"One global study of full-time workers in eight countries conducted by Ernst & Young finds that millennials — and particularly millennial parents — are so serious about finding work/life balance, they’re willing to relocate if it means they can move into a job that offers it.”
The difficulty of maintaining a work/life balance is one of the oldest stories in the book.
The history of this delicate balance goes back further than you might think—what was in the 1900s just the idea of achieving a healthy mix of both leisure and work, has now snowballed into a much bigger issue.
The reasons for this? Let's start with the biggest.
The biggest driver of change when it comes to achieving a balance in today's work life, versus a few decades ago, is technology. When people used to leave work, that was it. They were completely disconnected from their jobs and were able to truly leave work at work, and keep home at home.
However, times are a' changing.
Now when we leave the office, we never really leave. Sure, our bodies are physically gone, but virtually we are still there. We are still equally as connected at home as we are at work. We have laptops, the cloud, cell phones, instant messaging, tablets—we are basically on the line all the time, and there is no reason not to be accessible while not in the office.
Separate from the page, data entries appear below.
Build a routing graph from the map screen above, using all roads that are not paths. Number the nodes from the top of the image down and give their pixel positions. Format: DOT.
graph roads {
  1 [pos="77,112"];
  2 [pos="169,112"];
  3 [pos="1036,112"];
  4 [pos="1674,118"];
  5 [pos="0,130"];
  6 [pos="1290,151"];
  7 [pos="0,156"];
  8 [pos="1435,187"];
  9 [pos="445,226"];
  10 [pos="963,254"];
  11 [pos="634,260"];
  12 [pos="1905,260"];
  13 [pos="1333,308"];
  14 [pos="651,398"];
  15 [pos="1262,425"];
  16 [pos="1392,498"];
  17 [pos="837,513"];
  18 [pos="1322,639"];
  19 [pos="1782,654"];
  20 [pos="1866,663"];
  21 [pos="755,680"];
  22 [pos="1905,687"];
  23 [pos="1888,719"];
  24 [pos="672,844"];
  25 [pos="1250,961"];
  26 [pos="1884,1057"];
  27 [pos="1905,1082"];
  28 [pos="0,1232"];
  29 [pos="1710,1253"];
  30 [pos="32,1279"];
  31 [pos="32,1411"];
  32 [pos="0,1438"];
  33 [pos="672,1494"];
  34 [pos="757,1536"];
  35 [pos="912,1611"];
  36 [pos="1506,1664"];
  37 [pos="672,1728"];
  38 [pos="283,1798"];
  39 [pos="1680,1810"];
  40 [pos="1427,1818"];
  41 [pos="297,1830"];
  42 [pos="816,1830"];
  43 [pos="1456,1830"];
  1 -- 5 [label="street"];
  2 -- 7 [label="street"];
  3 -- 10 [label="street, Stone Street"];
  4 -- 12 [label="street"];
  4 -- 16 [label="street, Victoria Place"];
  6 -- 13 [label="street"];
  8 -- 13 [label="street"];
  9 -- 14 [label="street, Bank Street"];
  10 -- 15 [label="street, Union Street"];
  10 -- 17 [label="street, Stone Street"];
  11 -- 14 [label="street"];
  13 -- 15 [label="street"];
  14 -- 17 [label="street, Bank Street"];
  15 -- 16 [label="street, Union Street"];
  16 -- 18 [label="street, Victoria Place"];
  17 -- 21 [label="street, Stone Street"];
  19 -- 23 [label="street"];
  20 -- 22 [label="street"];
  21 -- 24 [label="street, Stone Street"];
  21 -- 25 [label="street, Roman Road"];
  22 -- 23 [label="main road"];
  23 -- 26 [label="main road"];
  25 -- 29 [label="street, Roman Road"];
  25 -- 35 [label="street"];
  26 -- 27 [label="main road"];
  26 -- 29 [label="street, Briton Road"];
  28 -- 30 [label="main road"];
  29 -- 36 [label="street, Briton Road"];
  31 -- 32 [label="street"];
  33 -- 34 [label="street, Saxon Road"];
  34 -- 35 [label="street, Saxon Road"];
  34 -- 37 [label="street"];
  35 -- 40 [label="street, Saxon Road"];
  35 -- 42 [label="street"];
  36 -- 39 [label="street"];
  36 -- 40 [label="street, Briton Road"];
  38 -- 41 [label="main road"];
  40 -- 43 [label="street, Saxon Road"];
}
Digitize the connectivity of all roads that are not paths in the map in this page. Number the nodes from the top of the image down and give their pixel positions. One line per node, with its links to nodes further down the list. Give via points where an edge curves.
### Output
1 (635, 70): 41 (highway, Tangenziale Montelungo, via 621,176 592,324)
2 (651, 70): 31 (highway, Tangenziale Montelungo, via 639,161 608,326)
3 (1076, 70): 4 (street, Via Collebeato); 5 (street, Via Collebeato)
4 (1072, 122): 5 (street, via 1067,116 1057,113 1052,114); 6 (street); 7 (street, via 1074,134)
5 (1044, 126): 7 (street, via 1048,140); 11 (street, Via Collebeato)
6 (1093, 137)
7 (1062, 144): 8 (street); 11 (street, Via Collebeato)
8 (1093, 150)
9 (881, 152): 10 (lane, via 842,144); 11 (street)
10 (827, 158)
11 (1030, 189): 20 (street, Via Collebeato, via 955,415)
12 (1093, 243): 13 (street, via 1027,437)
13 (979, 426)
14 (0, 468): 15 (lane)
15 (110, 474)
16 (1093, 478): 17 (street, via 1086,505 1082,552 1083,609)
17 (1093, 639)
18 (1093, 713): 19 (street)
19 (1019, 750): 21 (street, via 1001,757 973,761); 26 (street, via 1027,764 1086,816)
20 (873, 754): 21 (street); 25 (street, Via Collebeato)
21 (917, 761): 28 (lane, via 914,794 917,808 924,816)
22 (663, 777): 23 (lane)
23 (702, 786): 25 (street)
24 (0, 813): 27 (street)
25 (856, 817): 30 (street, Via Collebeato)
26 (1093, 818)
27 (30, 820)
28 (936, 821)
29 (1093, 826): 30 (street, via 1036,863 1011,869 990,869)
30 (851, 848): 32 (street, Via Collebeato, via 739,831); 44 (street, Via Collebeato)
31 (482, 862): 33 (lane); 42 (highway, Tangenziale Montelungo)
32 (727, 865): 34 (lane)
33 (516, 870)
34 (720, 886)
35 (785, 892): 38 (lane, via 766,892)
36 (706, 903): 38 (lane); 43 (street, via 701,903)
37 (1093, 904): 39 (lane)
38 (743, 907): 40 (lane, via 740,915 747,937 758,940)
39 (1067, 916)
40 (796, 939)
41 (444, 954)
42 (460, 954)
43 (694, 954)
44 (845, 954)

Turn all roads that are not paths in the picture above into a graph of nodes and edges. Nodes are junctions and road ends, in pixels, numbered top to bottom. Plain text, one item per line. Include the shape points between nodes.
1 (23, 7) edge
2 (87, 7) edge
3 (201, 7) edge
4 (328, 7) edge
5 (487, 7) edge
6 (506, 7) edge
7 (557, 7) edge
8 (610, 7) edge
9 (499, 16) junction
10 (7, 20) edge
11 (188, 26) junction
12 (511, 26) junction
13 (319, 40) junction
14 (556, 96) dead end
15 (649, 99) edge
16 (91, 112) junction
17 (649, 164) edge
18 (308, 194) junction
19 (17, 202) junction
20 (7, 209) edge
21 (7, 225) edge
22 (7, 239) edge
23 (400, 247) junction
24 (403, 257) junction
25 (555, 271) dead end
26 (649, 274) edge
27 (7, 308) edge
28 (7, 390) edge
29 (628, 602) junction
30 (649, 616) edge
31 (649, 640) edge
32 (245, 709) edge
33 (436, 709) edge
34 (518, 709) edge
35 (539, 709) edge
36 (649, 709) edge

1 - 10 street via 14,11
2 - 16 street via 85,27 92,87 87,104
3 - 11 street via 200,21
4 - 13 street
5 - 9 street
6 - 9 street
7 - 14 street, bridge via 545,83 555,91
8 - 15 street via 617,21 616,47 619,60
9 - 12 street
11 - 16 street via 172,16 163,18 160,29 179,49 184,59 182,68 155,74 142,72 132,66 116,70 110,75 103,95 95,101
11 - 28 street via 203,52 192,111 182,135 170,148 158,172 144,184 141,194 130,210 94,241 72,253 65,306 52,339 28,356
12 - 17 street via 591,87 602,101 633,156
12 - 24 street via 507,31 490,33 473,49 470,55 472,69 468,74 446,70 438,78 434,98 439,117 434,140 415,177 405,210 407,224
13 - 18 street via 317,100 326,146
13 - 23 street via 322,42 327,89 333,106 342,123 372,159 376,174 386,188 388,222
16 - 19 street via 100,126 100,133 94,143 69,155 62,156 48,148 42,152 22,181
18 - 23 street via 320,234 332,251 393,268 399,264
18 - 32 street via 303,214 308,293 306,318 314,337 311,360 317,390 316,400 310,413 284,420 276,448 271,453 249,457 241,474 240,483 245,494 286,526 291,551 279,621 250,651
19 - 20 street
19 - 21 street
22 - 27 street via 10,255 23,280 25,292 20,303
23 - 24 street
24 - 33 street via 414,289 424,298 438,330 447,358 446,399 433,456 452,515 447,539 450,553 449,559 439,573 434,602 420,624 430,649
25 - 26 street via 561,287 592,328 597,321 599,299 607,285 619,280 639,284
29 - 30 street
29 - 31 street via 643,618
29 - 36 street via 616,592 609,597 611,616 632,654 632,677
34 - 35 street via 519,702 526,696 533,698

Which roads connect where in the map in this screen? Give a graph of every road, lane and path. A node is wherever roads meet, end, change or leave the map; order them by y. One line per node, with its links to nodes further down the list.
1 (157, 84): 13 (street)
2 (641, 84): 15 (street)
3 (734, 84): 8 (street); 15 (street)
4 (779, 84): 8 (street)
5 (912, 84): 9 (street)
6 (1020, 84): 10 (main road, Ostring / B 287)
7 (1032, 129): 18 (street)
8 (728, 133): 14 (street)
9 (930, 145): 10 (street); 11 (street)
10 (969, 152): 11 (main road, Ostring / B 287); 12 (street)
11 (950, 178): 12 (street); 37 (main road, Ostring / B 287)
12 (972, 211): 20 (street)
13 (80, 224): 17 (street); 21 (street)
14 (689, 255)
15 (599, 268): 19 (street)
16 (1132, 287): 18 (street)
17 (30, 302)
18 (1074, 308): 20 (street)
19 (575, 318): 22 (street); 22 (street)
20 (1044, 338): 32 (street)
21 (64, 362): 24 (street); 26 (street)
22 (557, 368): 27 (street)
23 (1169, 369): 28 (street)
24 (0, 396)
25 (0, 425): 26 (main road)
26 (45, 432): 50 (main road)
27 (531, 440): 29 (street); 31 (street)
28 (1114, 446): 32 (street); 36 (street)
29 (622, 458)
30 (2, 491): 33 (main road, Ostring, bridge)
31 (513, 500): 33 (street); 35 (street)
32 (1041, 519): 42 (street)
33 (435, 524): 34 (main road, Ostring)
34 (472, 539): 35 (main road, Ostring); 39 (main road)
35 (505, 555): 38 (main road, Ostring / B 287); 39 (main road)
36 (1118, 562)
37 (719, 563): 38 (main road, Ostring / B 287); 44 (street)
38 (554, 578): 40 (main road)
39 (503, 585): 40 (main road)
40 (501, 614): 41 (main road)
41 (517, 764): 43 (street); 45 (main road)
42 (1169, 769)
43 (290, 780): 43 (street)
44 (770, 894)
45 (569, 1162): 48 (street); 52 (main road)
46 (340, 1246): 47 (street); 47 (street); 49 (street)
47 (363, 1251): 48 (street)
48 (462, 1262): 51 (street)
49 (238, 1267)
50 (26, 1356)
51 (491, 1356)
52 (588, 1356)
Is This Really What We Want?
Many of us are under the impression that Millennials are the driving force behind this phenomenon. Millennials are hyper-connected, and they're the reason the workforce has evolved in this way. However, that might not necessarily be the case.
Time explains in this article that:
"Employees want to bring their own devices to work, and enjoy social media connection in whatever way suits them. But they want to close the door on work when they get home and not be pestered by work at home. And they are serious about it."
Employees are leaning away from the idea that work should come home with them, but they aren't quite willing to stand for the circumstances when the tables are turned.
According to Time:
22% of Baby-boomers in the 55-64 age bracket thought it was OK to answer a work email during dinner.
When the same question was asked to Millennials?
We have seen the line between work and life go from bold, to grey, and now to completely non-existant. We have no idea when it is allowed to be disconnected from work, and when an email needs immediate attention, no matter what.
Luckily, there are a couple solutions to this problem.
One is to increase flexibility. It's no secret that Millennials want the control when it comes to the time they put in at work, as explained below:
"It isn’t that millennials don’t want to take work home. It is more that they want to decide their own work/life balance. They don’t want taking work home to be the default position. According to a new survey of nearly 10,000 workers in eight countries by Ernst & Young’s Global Generations Research: 'Younger workers see that technology frees them to work productively from anywhere.'"
Another solution is to be upfront. If you expect your employees to be connected 24/7, let them know. While this might be a deal breaker for some, it's best to get that out in the open ahead of time.
On the contrary, if you tell your employees that once they leave work, they're off the hook, you should do your best to stick to that. Not everyone is willing to check emails late into the night and early in the morning—so if that's what you're looking for, state that in the beginning of the hiring process (it will be better for everyone in the longrun!)
There shouldn't be any confusion for your employees on what is expected from them in their time between the office and home. The more transparent, the better.